## TASK REQUIREMENTS
Please, could you print all the lines below exactly, leaving out the pictures?

## Saved entries
──────────────────────────────

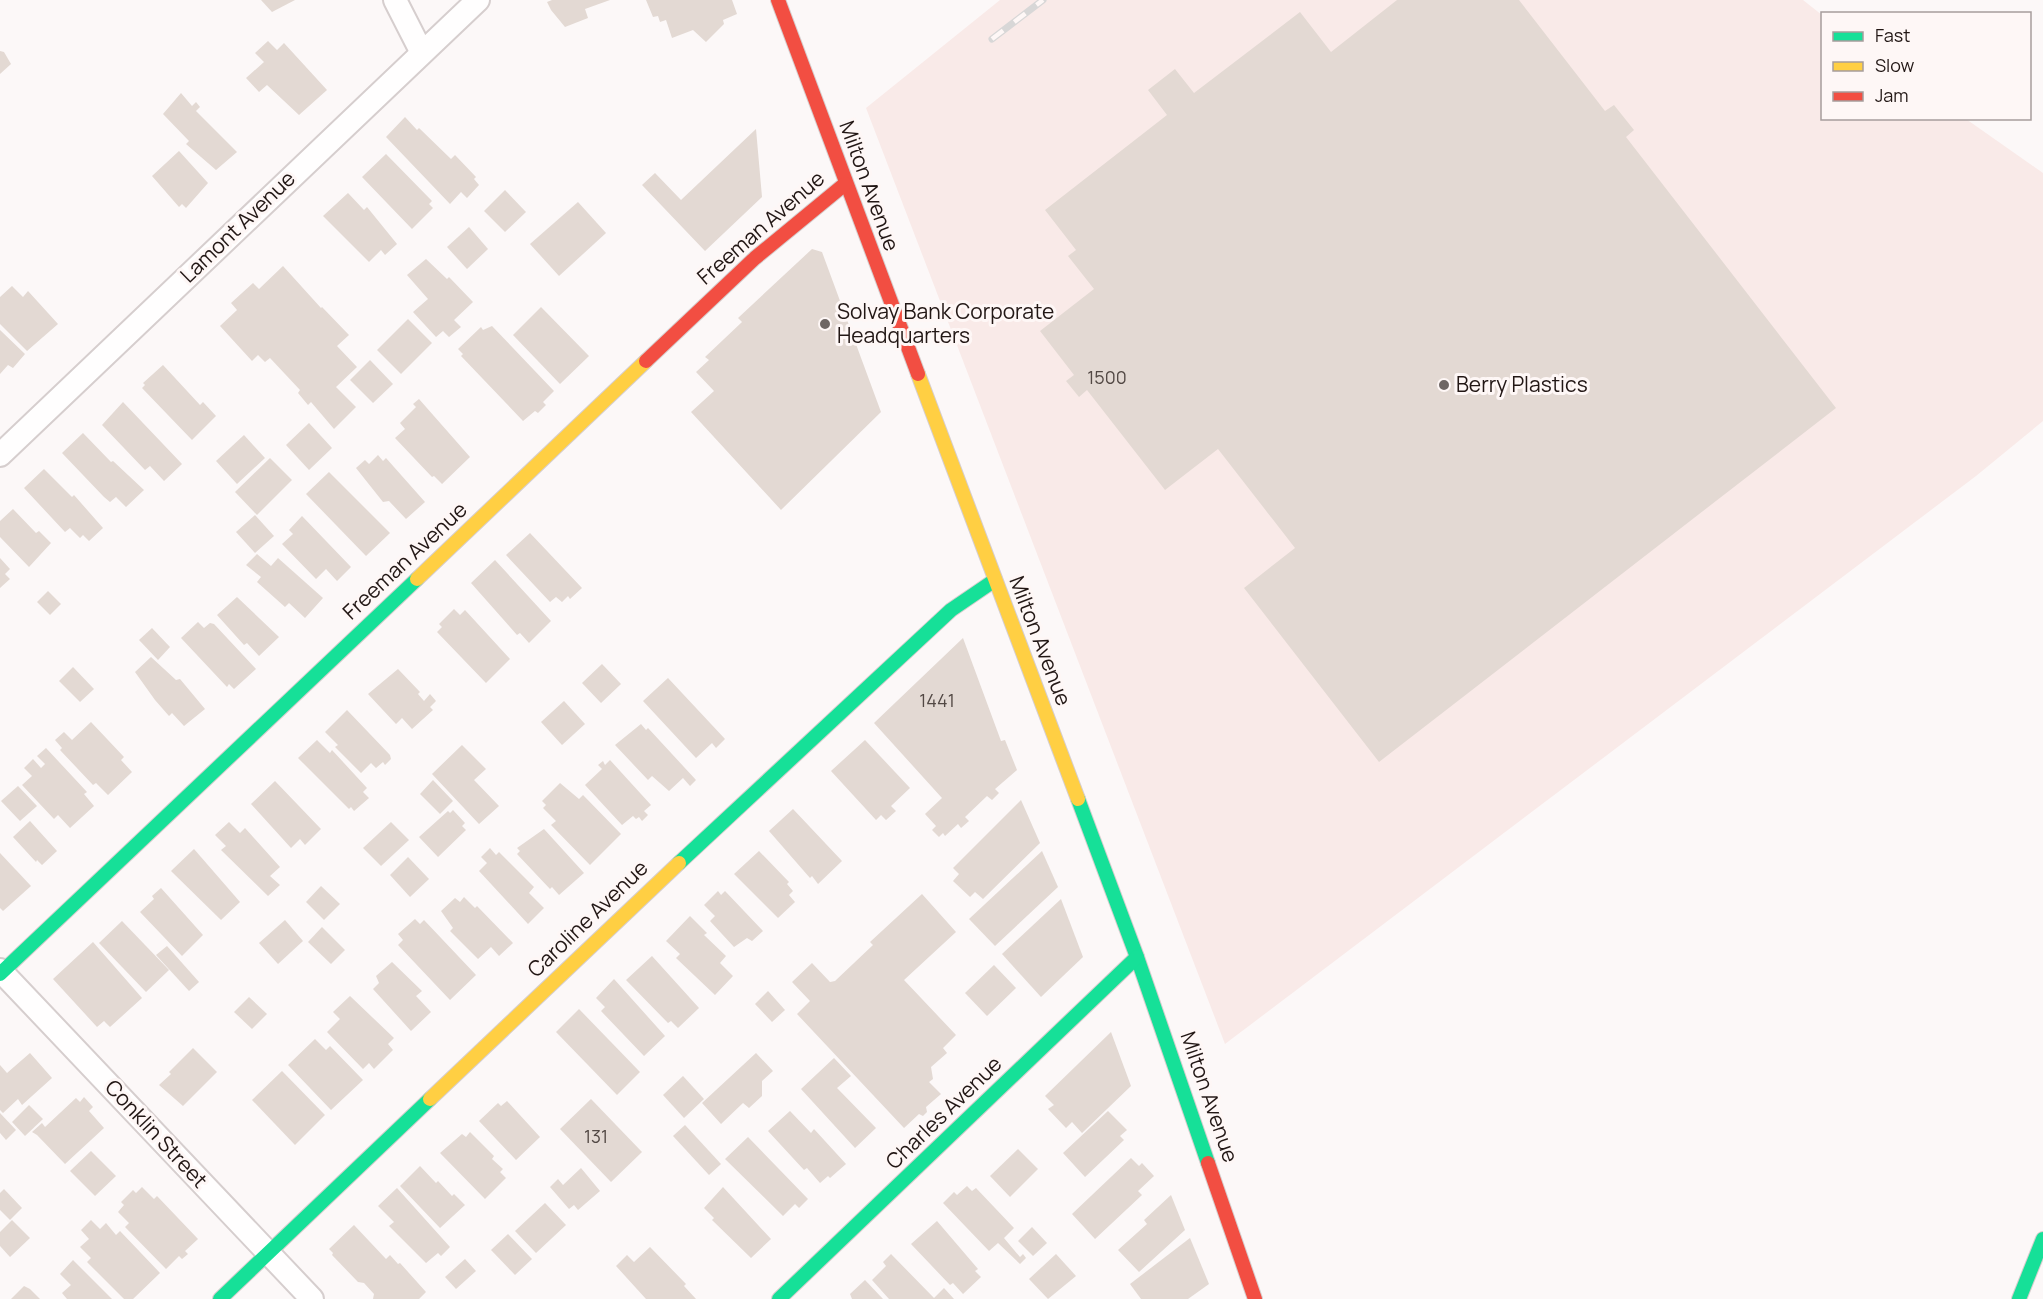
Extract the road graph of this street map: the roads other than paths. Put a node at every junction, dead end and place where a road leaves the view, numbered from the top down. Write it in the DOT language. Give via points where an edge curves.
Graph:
graph roads {
  1 [pos="395,0"];
  2 [pos="478,0"];
  3 [pos="778,0"];
  4 [pos="421,51"];
  5 [pos="845,184"];
  6 [pos="0,455"];
  7 [pos="995,580"];
  8 [pos="1137,957"];
  9 [pos="1,972"];
  10 [pos="2043,1239"];
  11 [pos="269,1253"];
  12 [pos="2038,1267"];
  13 [pos="219,1299"];
  14 [pos="312,1299"];
  15 [pos="779,1299"];
  16 [pos="1255,1299"];
  17 [pos="2019,1299"];
  1 -- 4 [label="street"];
  2 -- 4 [label="street, Lamont Avenue"];
  3 -- 5 [label="street, Milton Avenue"];
  4 -- 6 [label="street, Lamont Avenue"];
  5 -- 7 [label="street, Milton Avenue"];
  5 -- 9 [label="street, Freeman Avenue" via="755,258"];
  7 -- 8 [label="street, Milton Avenue"];
  7 -- 11 [label="street, Caroline Avenue" via="951,610 663,877"];
  8 -- 15 [label="street, Charles Avenue"];
  8 -- 16 [label="street, Milton Avenue"];
  9 -- 11 [label="street, Conklin Street"];
  10 -- 12 [label="street"];
  11 -- 13 [label="street, Caroline Avenue"];
  11 -- 14 [label="street, Conklin Street"];
  12 -- 17 [label="street"];
}
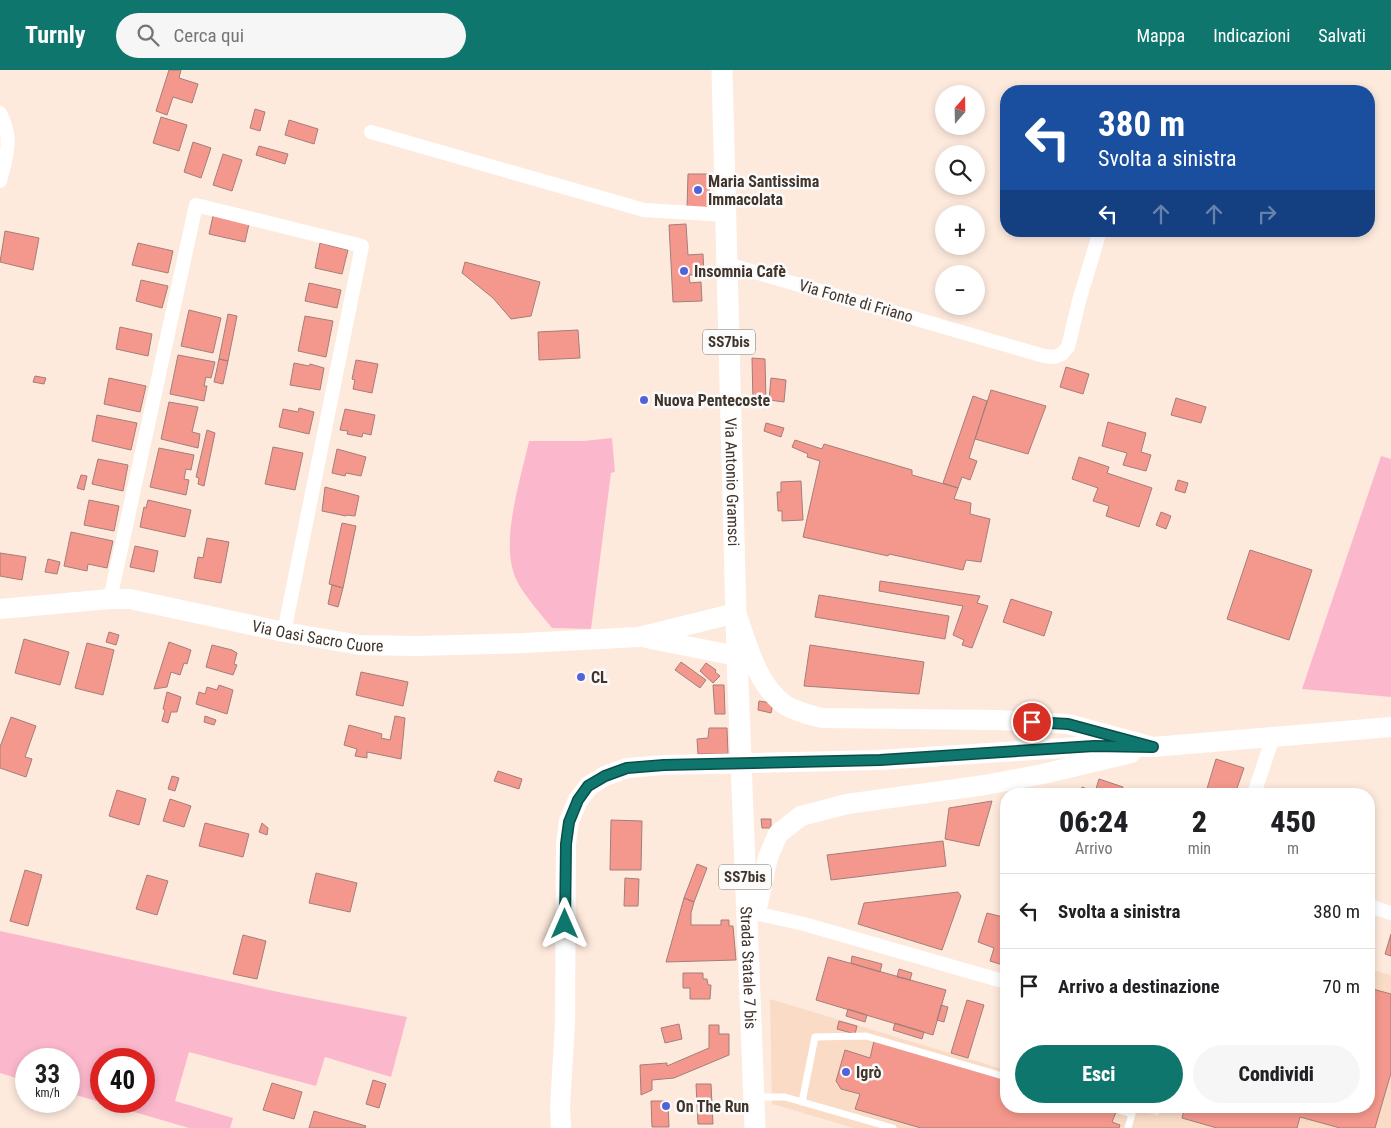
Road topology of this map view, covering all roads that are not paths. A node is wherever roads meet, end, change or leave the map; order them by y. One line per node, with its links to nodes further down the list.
1 (722, 70): 5 (main road, Via Antonio Gramsci / SS7bis)
2 (0, 113): 4 (street)
3 (371, 132): 5 (street)
4 (0, 182)
5 (726, 215): 7 (main road, Via Antonio Gramsci / SS7bis)
6 (1098, 237): 7 (street, Via Fonte di Friano)
7 (727, 264): 10 (main road, Via Antonio Gramsci / SS7bis)
8 (110, 599): 9 (street, Via Oasi Sacro Cuore); 11 (street, Via Oasi Sacro Cuore); 11 (street)
9 (0, 610)
10 (736, 613): 12 (street, Via Oasi Sacro Cuore); 13 (main road, Via Antonio Gramsci / SS7bis); 16 (street)
11 (284, 632): 12 (street, Via Oasi Sacro Cuore)
12 (639, 637): 13 (street, Via Oasi Sacro Cuore)
13 (737, 656): 19 (main road, Strada Statale 7 bis / SS7bis)
14 (1391, 727): 15 (street)
15 (1273, 737): 16 (street); 17 (street)
16 (1153, 747): 19 (street); 26 (street)
17 (1256, 788)
18 (1375, 908): 20 (street)
19 (746, 911): 21 (street); 23 (main road, Strada Statale 7 bis / SS7bis)
20 (1391, 913)
21 (1000, 980)
22 (1000, 1075): 24 (lane)
23 (754, 1097): 24 (lane); 27 (main road, Strada Statale 7 bis / SS7bis)
24 (802, 1102): 28 (lane)
25 (1129, 1113): 29 (lane)
26 (561, 1128)
27 (755, 1128)
28 (893, 1128)
29 (1128, 1128)

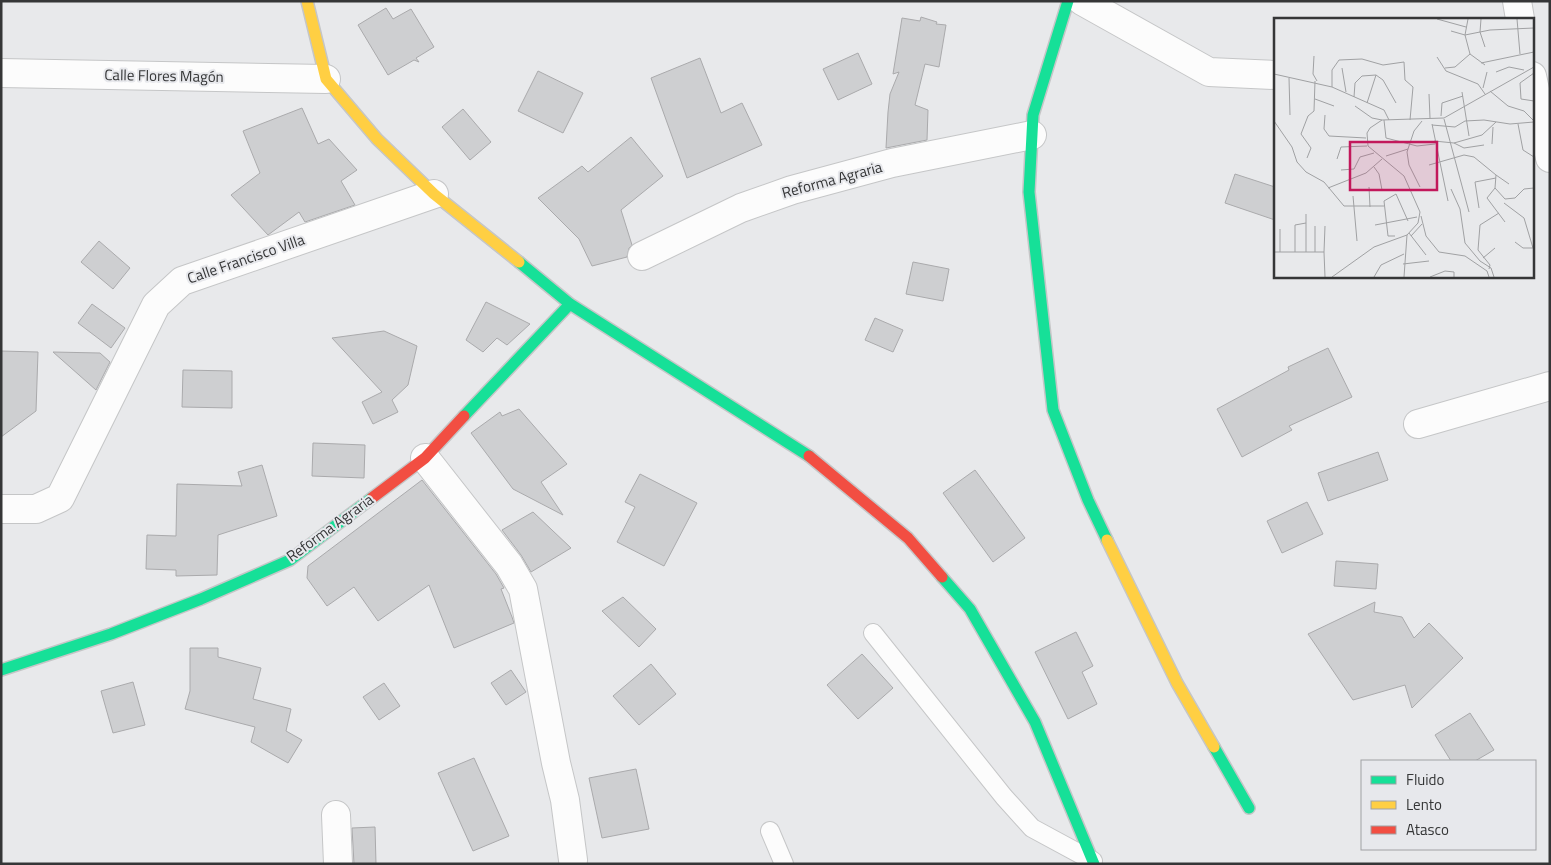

──────────────────────────────

## YOUR RESPONSE
Extract the road graph of this street map: the roads other than paths. Put a node at every junction, dead end and place where a road leaves the view, numbered from the top down. Write it in the DOT language. Give via points where an edge curves.
Graph:
graph roads {
  1 [pos="395,0"];
  2 [pos="478,0"];
  3 [pos="778,0"];
  4 [pos="421,51"];
  5 [pos="845,184"];
  6 [pos="0,455"];
  7 [pos="995,580"];
  8 [pos="1137,957"];
  9 [pos="1,972"];
  10 [pos="2043,1239"];
  11 [pos="269,1253"];
  12 [pos="2038,1267"];
  13 [pos="219,1299"];
  14 [pos="312,1299"];
  15 [pos="779,1299"];
  16 [pos="1255,1299"];
  17 [pos="2019,1299"];
  1 -- 4 [label="street"];
  2 -- 4 [label="street, Lamont Avenue"];
  3 -- 5 [label="street, Milton Avenue"];
  4 -- 6 [label="street, Lamont Avenue"];
  5 -- 7 [label="street, Milton Avenue"];
  5 -- 9 [label="street, Freeman Avenue" via="755,258"];
  7 -- 8 [label="street, Milton Avenue"];
  7 -- 11 [label="street, Caroline Avenue" via="951,610 663,877"];
  8 -- 15 [label="street, Charles Avenue"];
  8 -- 16 [label="street, Milton Avenue"];
  9 -- 11 [label="street, Conklin Street"];
  10 -- 12 [label="street"];
  11 -- 13 [label="street, Caroline Avenue"];
  11 -- 14 [label="street, Conklin Street"];
  12 -- 17 [label="street"];
}
Road topology of this map view, covering all roads that are not paths. A node is wherever roads meet, end, change or leave the map; order them by y. One line per node, with its links to nodes further down the list.
1 (722, 70): 5 (main road, Via Antonio Gramsci / SS7bis)
2 (0, 113): 4 (street)
3 (371, 132): 5 (street)
4 (0, 182)
5 (726, 215): 7 (main road, Via Antonio Gramsci / SS7bis)
6 (1098, 237): 7 (street, Via Fonte di Friano)
7 (727, 264): 10 (main road, Via Antonio Gramsci / SS7bis)
8 (110, 599): 9 (street, Via Oasi Sacro Cuore); 11 (street, Via Oasi Sacro Cuore); 11 (street)
9 (0, 610)
10 (736, 613): 12 (street, Via Oasi Sacro Cuore); 13 (main road, Via Antonio Gramsci / SS7bis); 16 (street)
11 (284, 632): 12 (street, Via Oasi Sacro Cuore)
12 (639, 637): 13 (street, Via Oasi Sacro Cuore)
13 (737, 656): 19 (main road, Strada Statale 7 bis / SS7bis)
14 (1391, 727): 15 (street)
15 (1273, 737): 16 (street); 17 (street)
16 (1153, 747): 19 (street); 26 (street)
17 (1256, 788)
18 (1375, 908): 20 (street)
19 (746, 911): 21 (street); 23 (main road, Strada Statale 7 bis / SS7bis)
20 (1391, 913)
21 (1000, 980)
22 (1000, 1075): 24 (lane)
23 (754, 1097): 24 (lane); 27 (main road, Strada Statale 7 bis / SS7bis)
24 (802, 1102): 28 (lane)
25 (1129, 1113): 29 (lane)
26 (561, 1128)
27 (755, 1128)
28 (893, 1128)
29 (1128, 1128)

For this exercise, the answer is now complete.